Il trucco delle “bollicine” contro il freddo: come funziona, quanto isola e perché la versione con alluminio è più efficace.
Coprire i vetri con il pluriball per evitare dispersioni di calore è una soluzione sempre più citata tra i metodi casalinghi per risparmiare sulla bolletta in inverno. Ma funziona davvero? Secondo quanto riportato da Geopop, sì, ma con alcune precisazioni importanti. Il pluriball, grazie alle sue bolle d’aria, possiede una discreta capacità isolante, agendo soprattutto sul rallentamento della convezione termica. Questo vuol dire che può ridurre la perdita di calore attraverso i vetri, ma non fa miracoli. E per ottenere un isolamento efficace, è necessario conoscere i limiti fisici del materiale e utilizzare soluzioni più avanzate, come il pluriball rivestito in alluminio o i pannelli termoriflettenti.
Perché il pluriball isola (ma non abbastanza): il ruolo delle bolle d’aria
Il principio fisico alla base è semplice: l’aria è un isolante termico e le bolle contenute nel pluriball impediscono il formarsi di moti convettivi, ovvero quei movimenti d’aria calda che salgono, si raffreddano e ricadono. Proprio per questo, il materiale frena parzialmente la trasmissione del calore attraverso il vetro, che di per sé è un conduttore piuttosto scarso. Ma c’è un dato tecnico da considerare: il valore R del pluriball – parametro che indica la resistenza termica – si aggira intorno a 1, lo stesso di un normale vetro singolo.

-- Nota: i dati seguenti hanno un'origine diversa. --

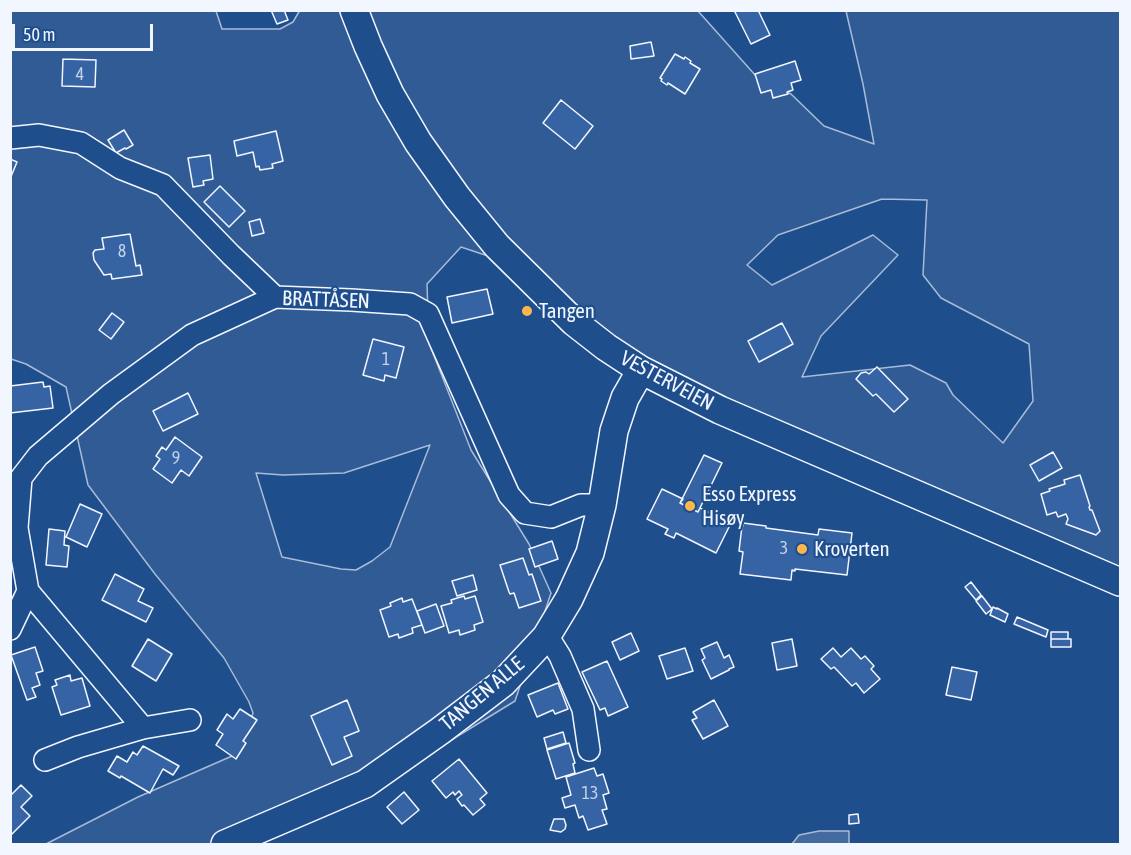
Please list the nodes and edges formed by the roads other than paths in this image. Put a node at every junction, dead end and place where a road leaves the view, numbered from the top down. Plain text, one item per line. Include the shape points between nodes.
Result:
1 (354, 10) edge
2 (10, 138) edge
3 (275, 297) junction
4 (641, 370) junction
5 (16, 474) edge
6 (602, 505) junction
7 (1120, 582) edge
8 (28, 591) junction
9 (10, 629) edge
10 (546, 637) junction
11 (190, 720) dead end
12 (143, 728) junction
13 (589, 750) dead end
14 (45, 760) dead end
15 (225, 844) edge

1 - 4 main road, VESTERVEIEN via 390,94 418,142 496,246 574,322
2 - 3 street via 39,135 81,142 120,168 163,185
3 - 5 street, BRATTÅSEN via 192,336 111,394
3 - 6 street, BRATTÅSEN via 410,304 428,314 509,495 525,513 551,517 580,505
4 - 6 main road, TANGEN ALLE via 614,432
4 - 7 main road, VESTERVEIEN via 720,410
5 - 8 street, BRATTÅSEN via 18,528
6 - 10 main road, TANGEN ALLE via 591,553
8 - 9 street
8 - 12 street
10 - 13 street via 560,656 583,709
10 - 15 main road, TANGEN ALLE via 503,683 365,784
11 - 12 street
12 - 14 street

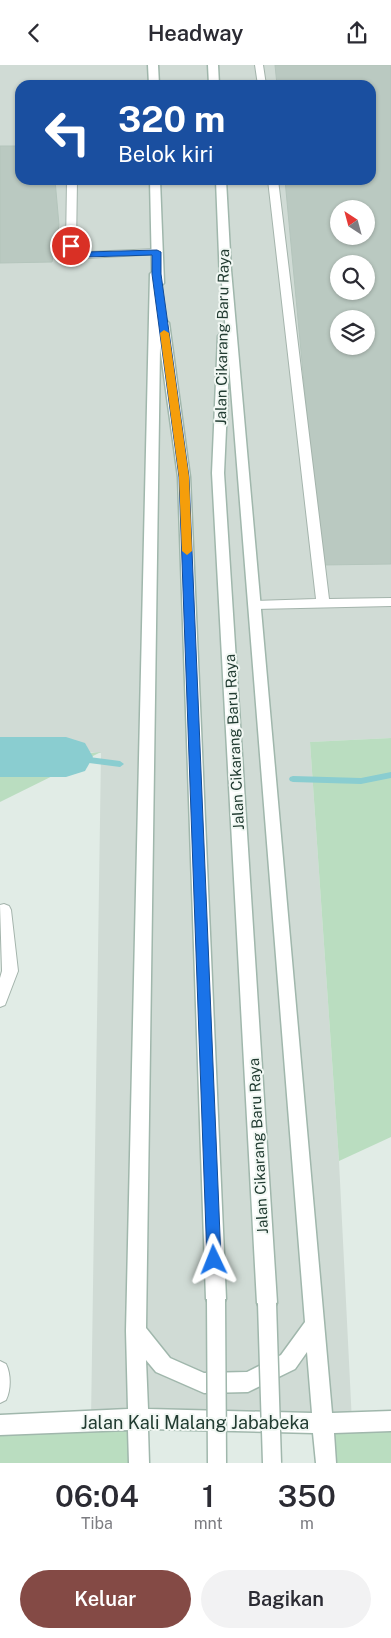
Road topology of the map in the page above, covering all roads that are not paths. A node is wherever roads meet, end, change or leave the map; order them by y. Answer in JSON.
{"nodes":[{"id":1,"x":153,"y":65,"type":"edge"},
{"id":2,"x":213,"y":65,"type":"edge"},
{"id":3,"x":259,"y":65,"type":"edge"},
{"id":4,"x":154,"y":80,"type":"edge"},
{"id":5,"x":214,"y":80,"type":"edge"},
{"id":6,"x":261,"y":80,"type":"edge"},
{"id":7,"x":72,"y":185,"type":"edge"},
{"id":8,"x":155,"y":185,"type":"edge"},
{"id":9,"x":220,"y":185,"type":"edge"},
{"id":10,"x":274,"y":185,"type":"edge"},
{"id":11,"x":157,"y":252,"type":"junction"},
{"id":12,"x":227,"y":272,"type":"junction"},
{"id":13,"x":156,"y":274,"type":"junction"},
{"id":14,"x":391,"y":602,"type":"edge"},
{"id":15,"x":323,"y":603,"type":"junction"},
{"id":16,"x":255,"y":605,"type":"junction"},
{"id":17,"x":4,"y":910,"type":"dead end"},
{"id":18,"x":0,"y":1000,"type":"edge"},
{"id":19,"x":313,"y":1327,"type":"junction"},
{"id":20,"x":136,"y":1331,"type":"junction"},
{"id":21,"x":0,"y":1370,"type":"edge"},
{"id":22,"x":0,"y":1394,"type":"edge"},
{"id":23,"x":138,"y":1419,"type":"junction"},
{"id":24,"x":391,"y":1421,"type":"edge"},
{"id":25,"x":323,"y":1423,"type":"junction"},
{"id":26,"x":0,"y":1425,"type":"edge"},
{"id":27,"x":139,"y":1463,"type":"edge"},
{"id":28,"x":216,"y":1463,"type":"edge"},
{"id":29,"x":272,"y":1463,"type":"edge"},
{"id":30,"x":326,"y":1463,"type":"edge"}],
"edges":[{"from":1,"to":4,"type":"main road"},
{"from":2,"to":5,"type":"main road"},
{"from":3,"to":6,"type":"lane"},
{"from":7,"to":11,"type":"lane"},
{"from":8,"to":11,"type":"main road"},
{"from":9,"to":12,"type":"main road","name":"Jalan Cikarang Baru Raya"},
{"from":10,"to":15,"type":"lane"},
{"from":11,"to":13,"type":"main road"},
{"from":12,"to":16,"type":"main road"},
{"from":12,"to":29,"type":"main road","name":"Jalan Cikarang Baru Raya","bridge":true},
{"from":13,"to":20,"type":"main road"},
{"from":13,"to":28,"type":"main road","bridge":true},
{"from":14,"to":15,"type":"lane"},
{"from":15,"to":16,"type":"lane"},
{"from":16,"to":19,"type":"main road"},
{"from":17,"to":18,"type":"lane"},
{"from":19,"to":20,"type":"main road"},
{"from":19,"to":25,"type":"main road"},
{"from":20,"to":23,"type":"main road"},
{"from":21,"to":22,"type":"lane"},
{"from":23,"to":25,"type":"main road","name":"Jalan Kali Malang Jababeka"},
{"from":23,"to":26,"type":"main road","name":"Jalan Kali Malang Jababeka"},
{"from":23,"to":27,"type":"main road"},
{"from":24,"to":25,"type":"main road","name":"Jalan Kali Malang Jababeka"},
{"from":25,"to":30,"type":"main road"}]}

Perché il pluriball isola (ma non abbastanza): il ruolo delle bolle d’aria – aip-suoli.it
Tradotto: applicare il pluriball su una finestra singola può portare le sue prestazioni più vicine a quelle di un vetro doppio, ma senza raggiungerle pienamente. A questo va aggiunto che, trattandosi di un’applicazione artigianale, il risultato non è mai perfettamente sigillato, quindi parte del calore continua a disperdersi. Inoltre, anche se funziona, riduce la visibilità, ostacolando la luce naturale e rendendo poco praticabile l’uso su tutte le finestre.
Tuttavia, il principio resta valido: bloccare la convezione aiuta a mantenere più stabile la temperatura interna, soprattutto nelle stanze esposte a nord o in abitazioni con infissi datati. È una soluzione economica e veloce, utile in condizioni di emergenza o come intervento temporaneo. Ma per un isolamento reale, serve fare un passo in più.
Quando conviene usare il pluriball con alluminio e come agisce sull’irraggiamento
Il vero salto di qualità si ottiene quando il materiale isolante agisce anche sull’irraggiamento termico, ovvero quel processo in cui il calore si trasmette tramite onde elettromagnetiche, in particolare nel medio infrarosso. Ogni corpo caldo – termosifoni, stufe, persone – emette radiazione infrarossa. Quando questa raggiunge una parete o una finestra, viene in parte assorbita e dispersa all’esterno.
L’alluminio, invece, è quasi totalmente riflettente a queste onde. Applicarlo dietro un termosifone o su una parete fredda significa riflettere il calore all’interno dell’ambiente, mantenendolo più a lungo. Questo principio è alla base dei pannelli termoriflettenti raccomandati anche dall’ENEA, e vale anche per il pluriball rivestito di alluminio, che unisce la barriera convettiva dell’aria a quella radiativa del metallo.
Attenzione però: questi materiali non vanno applicati alle finestre, ma alle pareti interne, dietro i caloriferi o nelle zone fredde dei muri. Usati correttamente, possono aumentare il valore R dell’isolamento anche di 2 o 3 volte rispetto al semplice pluriball. Il costo è superiore, ma resta contenuto rispetto agli interventi strutturali più complessi.
Il pluriball normale, invece, resta un’opzione transitoria, utile in contesti specifici: finestre molto vecchie, case di vacanza poco utilizzate, ambienti non abitati. Funziona meglio se tagliato su misura, applicato con acqua per aderire al vetro e se si evita l’umidità, che può comprometterne l’aderenza.
In definitiva, non esistono soluzioni miracolose, ma solo piccoli interventi combinati tra loro. E tra questi, il pluriball – specialmente se rinforzato con materiali riflettenti – può rappresentare un alleato valido contro il freddo e contro le bollette troppo alte.